### TASK MATERIAL
☆ ☆ ☆ ☆

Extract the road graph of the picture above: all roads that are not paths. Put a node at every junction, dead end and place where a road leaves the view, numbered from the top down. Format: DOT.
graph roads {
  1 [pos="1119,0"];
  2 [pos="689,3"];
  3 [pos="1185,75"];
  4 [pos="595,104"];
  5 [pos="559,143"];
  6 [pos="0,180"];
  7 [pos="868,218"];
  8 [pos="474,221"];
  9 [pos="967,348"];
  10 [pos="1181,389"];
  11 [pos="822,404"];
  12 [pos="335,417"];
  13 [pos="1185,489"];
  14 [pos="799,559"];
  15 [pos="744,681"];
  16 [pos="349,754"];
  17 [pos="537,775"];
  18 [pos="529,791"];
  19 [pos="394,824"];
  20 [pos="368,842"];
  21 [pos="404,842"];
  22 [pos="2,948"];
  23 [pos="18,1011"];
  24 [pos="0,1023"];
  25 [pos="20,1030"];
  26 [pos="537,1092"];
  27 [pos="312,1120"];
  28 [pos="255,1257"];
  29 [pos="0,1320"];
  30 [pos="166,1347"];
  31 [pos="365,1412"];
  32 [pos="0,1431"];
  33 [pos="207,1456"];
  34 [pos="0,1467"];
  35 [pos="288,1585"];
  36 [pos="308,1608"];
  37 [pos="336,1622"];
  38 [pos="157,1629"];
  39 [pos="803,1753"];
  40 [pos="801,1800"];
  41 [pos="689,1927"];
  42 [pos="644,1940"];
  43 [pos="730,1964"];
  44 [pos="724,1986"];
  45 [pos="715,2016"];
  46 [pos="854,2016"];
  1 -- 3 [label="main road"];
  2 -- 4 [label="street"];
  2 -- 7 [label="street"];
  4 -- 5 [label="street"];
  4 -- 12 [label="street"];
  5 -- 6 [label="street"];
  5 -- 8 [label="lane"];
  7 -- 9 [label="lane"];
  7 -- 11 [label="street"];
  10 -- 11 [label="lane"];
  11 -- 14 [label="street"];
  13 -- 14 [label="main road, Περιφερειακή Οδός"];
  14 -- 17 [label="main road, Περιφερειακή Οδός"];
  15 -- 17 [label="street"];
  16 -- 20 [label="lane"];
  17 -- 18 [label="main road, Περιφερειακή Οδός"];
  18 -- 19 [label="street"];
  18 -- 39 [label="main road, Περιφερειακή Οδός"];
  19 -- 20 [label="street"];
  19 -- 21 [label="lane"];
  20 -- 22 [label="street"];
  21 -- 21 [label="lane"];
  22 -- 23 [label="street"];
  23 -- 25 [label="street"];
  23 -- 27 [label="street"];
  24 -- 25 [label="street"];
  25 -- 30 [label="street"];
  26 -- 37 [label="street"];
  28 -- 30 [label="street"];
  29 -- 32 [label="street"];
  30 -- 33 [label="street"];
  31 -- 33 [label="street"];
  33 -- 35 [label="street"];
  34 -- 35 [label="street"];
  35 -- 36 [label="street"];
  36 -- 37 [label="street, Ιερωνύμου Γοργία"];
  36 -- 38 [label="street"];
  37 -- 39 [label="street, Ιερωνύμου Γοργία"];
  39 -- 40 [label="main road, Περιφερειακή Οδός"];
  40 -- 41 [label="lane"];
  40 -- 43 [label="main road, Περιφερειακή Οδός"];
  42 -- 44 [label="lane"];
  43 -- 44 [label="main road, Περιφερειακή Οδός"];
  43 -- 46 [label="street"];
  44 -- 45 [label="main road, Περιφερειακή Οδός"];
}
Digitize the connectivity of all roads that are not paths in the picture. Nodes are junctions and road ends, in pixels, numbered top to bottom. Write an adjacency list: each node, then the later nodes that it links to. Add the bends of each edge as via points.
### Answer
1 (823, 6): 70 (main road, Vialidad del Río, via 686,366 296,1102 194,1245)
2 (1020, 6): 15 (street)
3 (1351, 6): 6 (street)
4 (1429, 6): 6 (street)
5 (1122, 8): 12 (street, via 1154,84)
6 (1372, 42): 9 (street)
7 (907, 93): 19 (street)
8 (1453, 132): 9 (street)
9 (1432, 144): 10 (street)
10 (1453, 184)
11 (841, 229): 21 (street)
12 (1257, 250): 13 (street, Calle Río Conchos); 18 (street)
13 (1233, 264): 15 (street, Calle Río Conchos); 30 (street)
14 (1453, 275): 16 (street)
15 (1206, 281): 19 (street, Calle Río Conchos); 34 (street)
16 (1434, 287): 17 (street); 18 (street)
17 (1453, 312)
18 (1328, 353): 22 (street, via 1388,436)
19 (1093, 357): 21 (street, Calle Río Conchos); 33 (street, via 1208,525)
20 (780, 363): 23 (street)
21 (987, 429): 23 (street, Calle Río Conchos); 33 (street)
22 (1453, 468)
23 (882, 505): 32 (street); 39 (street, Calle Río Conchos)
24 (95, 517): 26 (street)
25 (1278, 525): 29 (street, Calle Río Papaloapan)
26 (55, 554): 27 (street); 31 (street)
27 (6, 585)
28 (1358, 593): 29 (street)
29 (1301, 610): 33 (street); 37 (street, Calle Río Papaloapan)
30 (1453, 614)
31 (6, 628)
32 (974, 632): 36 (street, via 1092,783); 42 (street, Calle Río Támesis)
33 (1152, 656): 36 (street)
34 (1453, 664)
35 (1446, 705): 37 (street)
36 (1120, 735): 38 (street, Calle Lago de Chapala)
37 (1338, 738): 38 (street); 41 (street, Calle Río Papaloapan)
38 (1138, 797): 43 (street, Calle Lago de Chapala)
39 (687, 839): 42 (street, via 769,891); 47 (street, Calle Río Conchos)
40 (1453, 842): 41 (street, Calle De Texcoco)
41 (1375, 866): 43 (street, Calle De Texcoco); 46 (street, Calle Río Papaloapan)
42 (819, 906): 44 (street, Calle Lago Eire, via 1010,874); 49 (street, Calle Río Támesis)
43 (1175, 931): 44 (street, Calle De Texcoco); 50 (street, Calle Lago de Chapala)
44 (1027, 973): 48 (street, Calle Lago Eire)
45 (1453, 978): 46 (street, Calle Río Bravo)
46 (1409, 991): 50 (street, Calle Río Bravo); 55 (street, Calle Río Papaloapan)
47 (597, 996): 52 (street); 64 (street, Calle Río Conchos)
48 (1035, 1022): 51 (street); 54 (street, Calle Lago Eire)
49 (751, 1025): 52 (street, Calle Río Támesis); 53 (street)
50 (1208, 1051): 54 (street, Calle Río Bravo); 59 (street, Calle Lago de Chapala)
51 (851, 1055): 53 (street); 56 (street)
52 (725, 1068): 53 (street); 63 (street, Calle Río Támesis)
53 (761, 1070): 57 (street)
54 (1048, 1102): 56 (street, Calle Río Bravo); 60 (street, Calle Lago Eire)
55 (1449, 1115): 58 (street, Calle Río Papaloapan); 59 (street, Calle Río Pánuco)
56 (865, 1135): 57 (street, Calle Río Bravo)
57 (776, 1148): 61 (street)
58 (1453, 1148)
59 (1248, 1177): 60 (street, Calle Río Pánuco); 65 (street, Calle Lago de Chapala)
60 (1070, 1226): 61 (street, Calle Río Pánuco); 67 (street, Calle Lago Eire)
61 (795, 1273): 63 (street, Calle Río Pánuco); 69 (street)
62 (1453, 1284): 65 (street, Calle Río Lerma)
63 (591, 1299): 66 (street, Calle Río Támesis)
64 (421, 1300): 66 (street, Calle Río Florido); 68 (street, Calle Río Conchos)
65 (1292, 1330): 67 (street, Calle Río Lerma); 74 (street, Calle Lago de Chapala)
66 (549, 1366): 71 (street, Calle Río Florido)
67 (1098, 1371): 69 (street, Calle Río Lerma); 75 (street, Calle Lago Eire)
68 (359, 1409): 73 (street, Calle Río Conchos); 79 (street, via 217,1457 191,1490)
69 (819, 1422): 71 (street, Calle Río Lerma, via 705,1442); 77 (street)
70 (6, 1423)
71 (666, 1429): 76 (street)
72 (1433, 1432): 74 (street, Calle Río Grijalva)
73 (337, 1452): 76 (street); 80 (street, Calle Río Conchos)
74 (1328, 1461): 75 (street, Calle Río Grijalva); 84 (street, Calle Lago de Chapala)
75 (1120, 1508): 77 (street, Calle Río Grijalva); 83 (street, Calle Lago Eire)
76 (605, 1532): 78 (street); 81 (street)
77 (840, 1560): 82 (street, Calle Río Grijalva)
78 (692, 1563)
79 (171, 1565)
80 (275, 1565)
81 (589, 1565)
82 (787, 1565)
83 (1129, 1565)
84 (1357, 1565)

☆ ☆ ☆ ☆

### EXERCISE INSTRUCTIONS
Take every line above where "Lerma" appears and copy it.

### EXERCISE RESULT
62 (1453, 1284): 65 (street, Calle Río Lerma)
65 (1292, 1330): 67 (street, Calle Río Lerma); 74 (street, Calle Lago de Chapala)
67 (1098, 1371): 69 (street, Calle Río Lerma); 75 (street, Calle Lago Eire)
69 (819, 1422): 71 (street, Calle Río Lerma, via 705,1442); 77 (street)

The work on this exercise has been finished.